Monitoring, Telemetry, Grafana and Alerts
Chronix includes a large monitoring and telemetry layer around the trading system.
Grafana is the main surface for historical and operational dashboards:
- connector health;
- feed status;
- latency metrics;
- order round-trip metrics;
- rate-limit state;
- account and exposure metrics;
- strategy business metrics;
- algo runtime status;
- algo administration views: status, parameters, pauses/stops, inventory, orders, risk events and rate-limit state;
- technical service status;
- error and event timelines;
- historical risk and execution analytics.
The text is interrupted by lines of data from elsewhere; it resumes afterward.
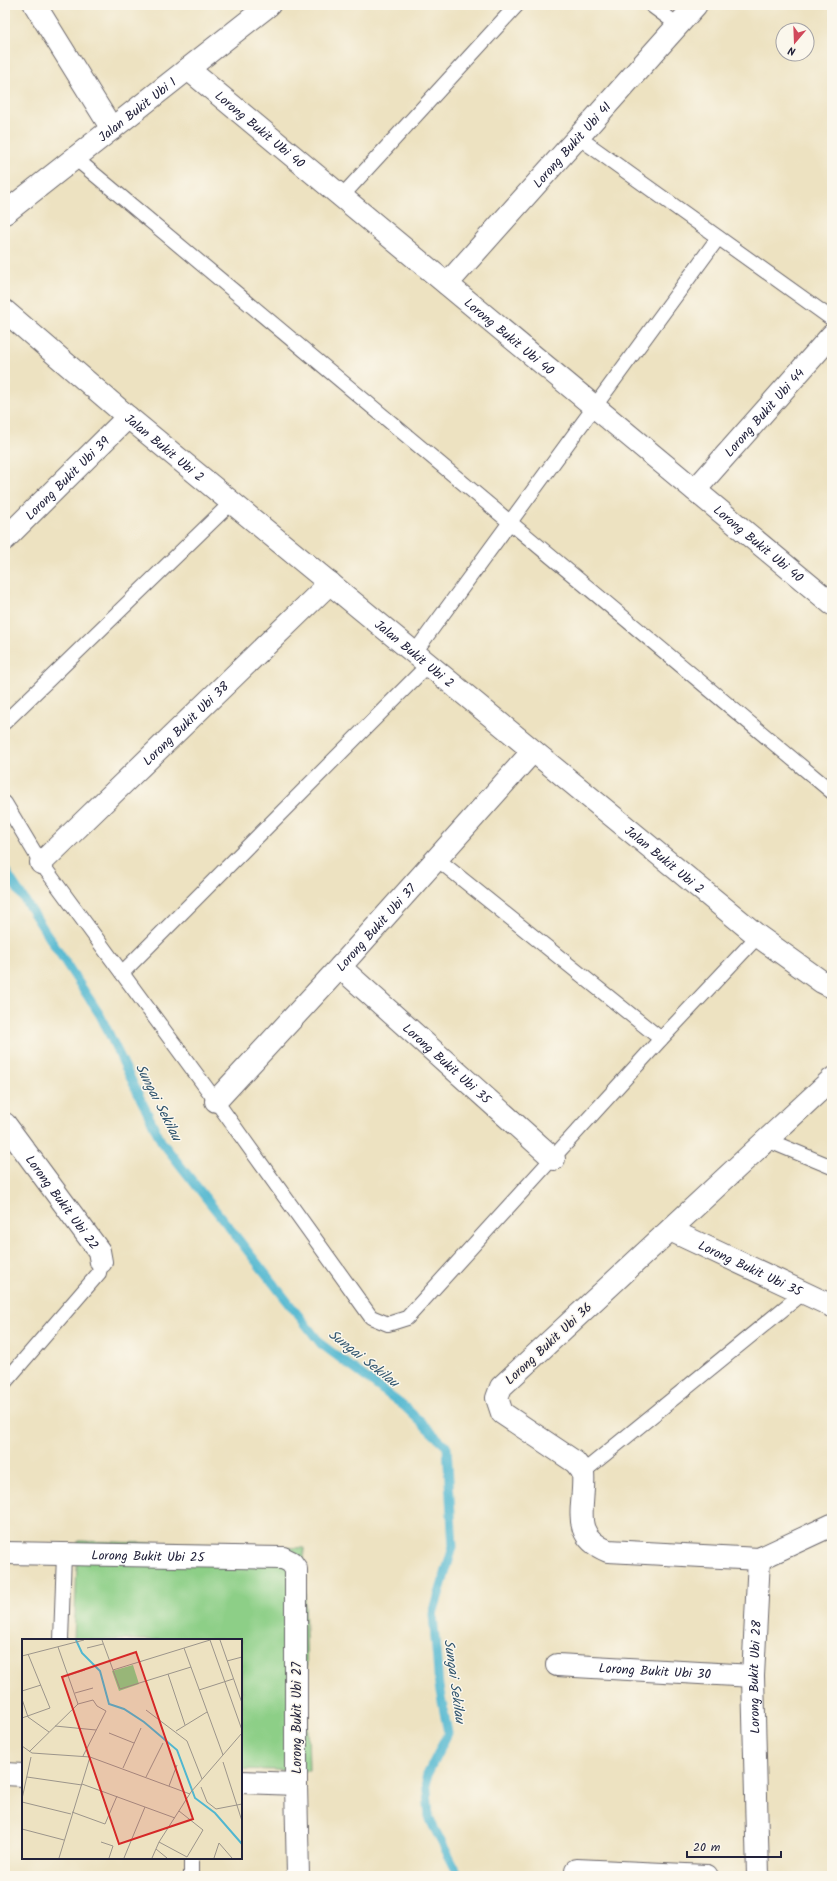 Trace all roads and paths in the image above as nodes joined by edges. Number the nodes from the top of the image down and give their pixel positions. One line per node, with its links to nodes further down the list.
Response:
1 (35, 5): 8 (street)
2 (269, 5): 7 (street, Jalan Bukit Ubi 1)
3 (517, 5): 11 (lane)
4 (651, 5): 6 (lane)
5 (696, 5): 6 (street, Lorong Bukit Ubi 41)
6 (678, 25): 9 (street, Lorong Bukit Ubi 41)
7 (188, 69): 8 (street, Jalan Bukit Ubi 1); 11 (street, Lorong Bukit Ubi 40)
8 (112, 128): 10 (street, Jalan Bukit Ubi 1)
9 (578, 137): 13 (lane); 14 (street, Lorong Bukit Ubi 41)
10 (75, 158): 12 (street, Jalan Bukit Ubi 1); 22 (lane)
11 (342, 196): 14 (street, Lorong Bukit Ubi 40)
12 (5, 213)
13 (718, 238): 16 (lane); 18 (lane)
14 (447, 284): 18 (street, Lorong Bukit Ubi 40)
15 (5, 311): 19 (street, Jalan Bukit Ubi 2)
16 (832, 319)
17 (832, 335): 20 (street, Lorong Bukit Ubi 44)
18 (596, 407): 20 (street, Lorong Bukit Ubi 40); 22 (lane)
19 (128, 417): 21 (street, Jalan Bukit Ubi 2); 23 (street, Lorong Bukit Ubi 39)
20 (696, 490): 25 (street, Lorong Bukit Ubi 40)
21 (232, 502): 24 (street, Jalan Bukit Ubi 2); 27 (lane)
22 (511, 524): 26 (lane); 29 (lane)
23 (5, 539)
24 (330, 583): 26 (street, Jalan Bukit Ubi 2); 32 (street, Lorong Bukit Ubi 38)
25 (832, 604)
26 (422, 658): 28 (street, Jalan Bukit Ubi 2); 35 (lane)
27 (5, 722)
28 (533, 751): 31 (street, Lorong Bukit Ubi 37); 33 (street, Jalan Bukit Ubi 2)
29 (832, 792)
30 (5, 803): 32 (lane)
31 (437, 859): 34 (street, Lorong Bukit Ubi 37); 37 (lane)
32 (41, 863): 35 (lane)
33 (758, 936): 36 (street, Jalan Bukit Ubi 2); 37 (lane)
34 (340, 967): 39 (street, Lorong Bukit Ubi 37); 42 (street, Lorong Bukit Ubi 35)
35 (122, 973): 39 (lane)
36 (829, 979)
37 (662, 1039): 42 (lane)
38 (832, 1080): 41 (street, Lorong Bukit Ubi 36)
39 (216, 1101): 42 (lane)
40 (5, 1124): 45 (street, Lorong Bukit Ubi 22)
41 (767, 1140): 43 (lane); 44 (street, Lorong Bukit Ubi 36)
42 (554, 1159)
43 (832, 1167)
44 (670, 1230): 46 (street, Lorong Bukit Ubi 35); 49 (street, Lorong Bukit Ubi 36)
45 (101, 1262): 48 (lane)
46 (803, 1293): 47 (street, Lorong Bukit Ubi 35); 49 (lane)
47 (832, 1306)
48 (5, 1382)
49 (583, 1472): 53 (street)
50 (832, 1525): 53 (street)
51 (5, 1553): 52 (street, Lorong Bukit Ubi 25)
52 (64, 1554): 54 (street, Lorong Bukit Ubi 25); 55 (lane)
53 (758, 1559): 57 (street, Lorong Bukit Ubi 28)
54 (291, 1562): 61 (street, Lorong Bukit Ubi 27)
55 (61, 1639)
56 (557, 1665): 57 (street, Lorong Bukit Ubi 30)
57 (753, 1676): 67 (street, Lorong Bukit Ubi 28)
58 (5, 1774): 59 (street)
59 (22, 1775)
60 (242, 1782): 61 (street)
61 (296, 1784): 65 (street, Lorong Bukit Ubi 27)
62 (191, 1859): 64 (lane)
63 (576, 1870): 66 (street)
64 (191, 1876)
65 (298, 1876)
66 (707, 1876)
67 (758, 1876)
Telemetry is not only for engineering. It is a business and operations layer:
- traders see whether a workflow is behaving normally;
- risk managers see exposure and limit state;
- operators see service health and alerts;
- engineers diagnose latency, reconnects and failure modes;
- quants compare strategy behavior across live and historical runs.
Alerts are primarily handled through Grafana alerting, plus lightweight scripts or notification routing where a deployment needs a custom channel or action. This keeps alerting close to the same metrics and event data used for monitoring. Alerts convert abnormal states into action:
- risk alerts;
- connector health alerts;
- latency and rate-limit alerts;
- strategy error alerts;
- execution/order-state alerts;
- formula-based market condition alerts;
- acknowledgement, silence, resolution and escalation flows.
Chronix should not be allowed to sit silently in an abnormal state. The goal is to surface failures, degradation and unsafe conditions quickly enough that a desk can act.